TO DO>
Reproduce exactly the lines below, from the first through the one containing "Input: one rendered", and nothing more.

DATA FOR PROCESSING>

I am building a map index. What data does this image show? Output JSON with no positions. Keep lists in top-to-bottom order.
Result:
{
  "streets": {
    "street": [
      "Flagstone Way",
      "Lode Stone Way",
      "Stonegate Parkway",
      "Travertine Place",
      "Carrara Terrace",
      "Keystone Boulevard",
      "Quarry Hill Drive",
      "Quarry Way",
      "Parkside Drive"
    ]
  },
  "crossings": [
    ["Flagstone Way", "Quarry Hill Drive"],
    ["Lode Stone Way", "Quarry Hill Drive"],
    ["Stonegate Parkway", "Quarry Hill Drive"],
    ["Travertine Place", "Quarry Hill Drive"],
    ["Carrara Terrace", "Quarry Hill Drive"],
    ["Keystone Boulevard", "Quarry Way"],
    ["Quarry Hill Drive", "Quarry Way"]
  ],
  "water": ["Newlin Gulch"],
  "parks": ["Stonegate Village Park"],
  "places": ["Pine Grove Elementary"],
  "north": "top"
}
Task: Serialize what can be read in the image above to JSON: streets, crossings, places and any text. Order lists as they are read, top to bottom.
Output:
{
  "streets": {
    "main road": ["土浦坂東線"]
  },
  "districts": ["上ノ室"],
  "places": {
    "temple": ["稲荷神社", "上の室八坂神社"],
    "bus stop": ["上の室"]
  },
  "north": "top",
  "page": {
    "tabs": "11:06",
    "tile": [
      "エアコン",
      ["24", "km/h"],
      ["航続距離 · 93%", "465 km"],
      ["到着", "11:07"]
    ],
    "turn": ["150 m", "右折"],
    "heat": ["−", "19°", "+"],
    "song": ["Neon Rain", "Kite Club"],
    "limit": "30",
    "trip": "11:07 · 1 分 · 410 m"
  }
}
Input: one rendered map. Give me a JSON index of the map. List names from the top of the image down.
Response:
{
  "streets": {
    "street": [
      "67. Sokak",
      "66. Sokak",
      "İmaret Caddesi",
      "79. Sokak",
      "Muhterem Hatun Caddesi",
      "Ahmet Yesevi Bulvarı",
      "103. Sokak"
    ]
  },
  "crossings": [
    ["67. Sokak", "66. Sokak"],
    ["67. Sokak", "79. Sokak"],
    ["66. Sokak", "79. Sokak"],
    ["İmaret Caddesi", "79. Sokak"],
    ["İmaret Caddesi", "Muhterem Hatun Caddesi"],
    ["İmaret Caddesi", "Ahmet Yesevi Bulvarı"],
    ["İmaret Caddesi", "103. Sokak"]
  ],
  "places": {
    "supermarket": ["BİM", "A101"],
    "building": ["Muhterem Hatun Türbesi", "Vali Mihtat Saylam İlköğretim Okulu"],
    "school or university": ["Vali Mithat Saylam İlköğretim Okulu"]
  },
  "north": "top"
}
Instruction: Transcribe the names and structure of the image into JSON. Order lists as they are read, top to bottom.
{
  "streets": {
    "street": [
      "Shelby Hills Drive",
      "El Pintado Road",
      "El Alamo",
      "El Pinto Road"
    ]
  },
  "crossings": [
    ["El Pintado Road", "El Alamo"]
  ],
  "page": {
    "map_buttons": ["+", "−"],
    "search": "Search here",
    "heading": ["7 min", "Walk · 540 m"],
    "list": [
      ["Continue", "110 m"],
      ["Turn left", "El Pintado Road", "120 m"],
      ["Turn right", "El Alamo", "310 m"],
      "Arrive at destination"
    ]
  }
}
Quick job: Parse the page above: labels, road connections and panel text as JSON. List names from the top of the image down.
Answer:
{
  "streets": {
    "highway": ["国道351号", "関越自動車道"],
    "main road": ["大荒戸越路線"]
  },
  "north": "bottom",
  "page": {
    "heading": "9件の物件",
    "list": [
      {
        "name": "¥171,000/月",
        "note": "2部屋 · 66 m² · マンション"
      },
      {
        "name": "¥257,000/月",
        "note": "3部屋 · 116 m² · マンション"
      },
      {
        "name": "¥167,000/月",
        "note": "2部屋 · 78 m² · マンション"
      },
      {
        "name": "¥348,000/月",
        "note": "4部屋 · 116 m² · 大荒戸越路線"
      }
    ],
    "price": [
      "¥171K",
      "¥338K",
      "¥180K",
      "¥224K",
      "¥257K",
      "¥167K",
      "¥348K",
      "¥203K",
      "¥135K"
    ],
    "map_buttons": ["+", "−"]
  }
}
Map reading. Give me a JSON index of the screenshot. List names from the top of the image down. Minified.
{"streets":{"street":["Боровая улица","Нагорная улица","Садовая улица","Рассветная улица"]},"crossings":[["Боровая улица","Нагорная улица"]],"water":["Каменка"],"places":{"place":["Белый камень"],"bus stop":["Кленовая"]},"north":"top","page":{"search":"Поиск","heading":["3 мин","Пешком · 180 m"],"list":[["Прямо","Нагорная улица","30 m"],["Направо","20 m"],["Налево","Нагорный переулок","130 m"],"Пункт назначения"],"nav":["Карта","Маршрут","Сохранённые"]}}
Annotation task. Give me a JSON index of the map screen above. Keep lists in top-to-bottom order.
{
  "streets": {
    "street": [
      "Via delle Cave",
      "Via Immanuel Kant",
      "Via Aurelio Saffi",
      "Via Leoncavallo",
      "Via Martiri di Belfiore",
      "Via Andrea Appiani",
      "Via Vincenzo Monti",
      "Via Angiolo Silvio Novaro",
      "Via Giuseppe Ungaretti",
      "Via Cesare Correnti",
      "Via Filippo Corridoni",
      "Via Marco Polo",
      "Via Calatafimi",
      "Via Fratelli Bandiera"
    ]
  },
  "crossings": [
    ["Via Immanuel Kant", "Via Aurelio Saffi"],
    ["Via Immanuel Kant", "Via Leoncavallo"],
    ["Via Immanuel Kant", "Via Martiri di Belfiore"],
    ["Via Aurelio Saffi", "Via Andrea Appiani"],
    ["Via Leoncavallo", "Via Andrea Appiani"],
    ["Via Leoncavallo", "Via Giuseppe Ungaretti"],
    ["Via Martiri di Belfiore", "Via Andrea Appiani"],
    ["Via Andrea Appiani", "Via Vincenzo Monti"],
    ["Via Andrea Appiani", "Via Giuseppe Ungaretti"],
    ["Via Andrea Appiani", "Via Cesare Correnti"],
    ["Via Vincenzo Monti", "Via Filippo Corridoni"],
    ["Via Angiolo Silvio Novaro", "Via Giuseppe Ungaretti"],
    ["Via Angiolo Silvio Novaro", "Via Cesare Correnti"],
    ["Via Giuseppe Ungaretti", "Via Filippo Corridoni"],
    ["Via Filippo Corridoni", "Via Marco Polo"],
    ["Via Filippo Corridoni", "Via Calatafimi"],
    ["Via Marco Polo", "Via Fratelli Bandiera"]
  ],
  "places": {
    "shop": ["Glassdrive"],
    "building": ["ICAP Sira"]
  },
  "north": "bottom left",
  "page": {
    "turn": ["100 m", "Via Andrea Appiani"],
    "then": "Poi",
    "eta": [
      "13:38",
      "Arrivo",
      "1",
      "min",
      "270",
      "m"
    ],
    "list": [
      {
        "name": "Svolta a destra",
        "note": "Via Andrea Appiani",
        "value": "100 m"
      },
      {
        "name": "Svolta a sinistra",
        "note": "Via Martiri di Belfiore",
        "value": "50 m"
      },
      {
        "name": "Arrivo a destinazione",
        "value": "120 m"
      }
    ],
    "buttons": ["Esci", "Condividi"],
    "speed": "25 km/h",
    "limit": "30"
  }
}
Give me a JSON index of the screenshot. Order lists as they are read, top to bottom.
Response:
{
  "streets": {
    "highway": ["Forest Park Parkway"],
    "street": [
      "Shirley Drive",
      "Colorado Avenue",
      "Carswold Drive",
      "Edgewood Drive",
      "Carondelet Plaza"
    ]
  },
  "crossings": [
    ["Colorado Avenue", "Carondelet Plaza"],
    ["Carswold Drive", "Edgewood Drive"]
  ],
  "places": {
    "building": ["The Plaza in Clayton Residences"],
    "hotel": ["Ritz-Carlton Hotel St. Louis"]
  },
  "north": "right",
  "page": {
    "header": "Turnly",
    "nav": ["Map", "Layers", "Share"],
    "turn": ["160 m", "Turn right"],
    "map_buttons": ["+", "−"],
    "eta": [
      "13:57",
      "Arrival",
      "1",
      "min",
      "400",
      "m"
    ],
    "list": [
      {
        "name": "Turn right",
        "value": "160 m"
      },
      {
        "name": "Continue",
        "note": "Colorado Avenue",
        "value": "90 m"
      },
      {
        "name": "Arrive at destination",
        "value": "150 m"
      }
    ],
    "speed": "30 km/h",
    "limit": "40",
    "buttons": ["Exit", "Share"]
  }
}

TASK RESPONSE>
I am building a map index. What data does this image show? Output JSON with no positions. Keep lists in top-to-bottom order.
Result:
{
  "streets": {
    "street": [
      "Flagstone Way",
      "Lode Stone Way",
      "Stonegate Parkway",
      "Travertine Place",
      "Carrara Terrace",
      "Keystone Boulevard",
      "Quarry Hill Drive",
      "Quarry Way",
      "Parkside Drive"
    ]
  },
  "crossings": [
    ["Flagstone Way", "Quarry Hill Drive"],
    ["Lode Stone Way", "Quarry Hill Drive"],
    ["Stonegate Parkway", "Quarry Hill Drive"],
    ["Travertine Place", "Quarry Hill Drive"],
    ["Carrara Terrace", "Quarry Hill Drive"],
    ["Keystone Boulevard", "Quarry Way"],
    ["Quarry Hill Drive", "Quarry Way"]
  ],
  "water": ["Newlin Gulch"],
  "parks": ["Stonegate Village Park"],
  "places": ["Pine Grove Elementary"],
  "north": "top"
}
Task: Serialize what can be read in the image above to JSON: streets, crossings, places and any text. Order lists as they are read, top to bottom.
Output:
{
  "streets": {
    "main road": ["土浦坂東線"]
  },
  "districts": ["上ノ室"],
  "places": {
    "temple": ["稲荷神社", "上の室八坂神社"],
    "bus stop": ["上の室"]
  },
  "north": "top",
  "page": {
    "tabs": "11:06",
    "tile": [
      "エアコン",
      ["24", "km/h"],
      ["航続距離 · 93%", "465 km"],
      ["到着", "11:07"]
    ],
    "turn": ["150 m", "右折"],
    "heat": ["−", "19°", "+"],
    "song": ["Neon Rain", "Kite Club"],
    "limit": "30",
    "trip": "11:07 · 1 分 · 410 m"
  }
}
Input: one rendered map. Give me a JSON index of the map. List names from the top of the image down.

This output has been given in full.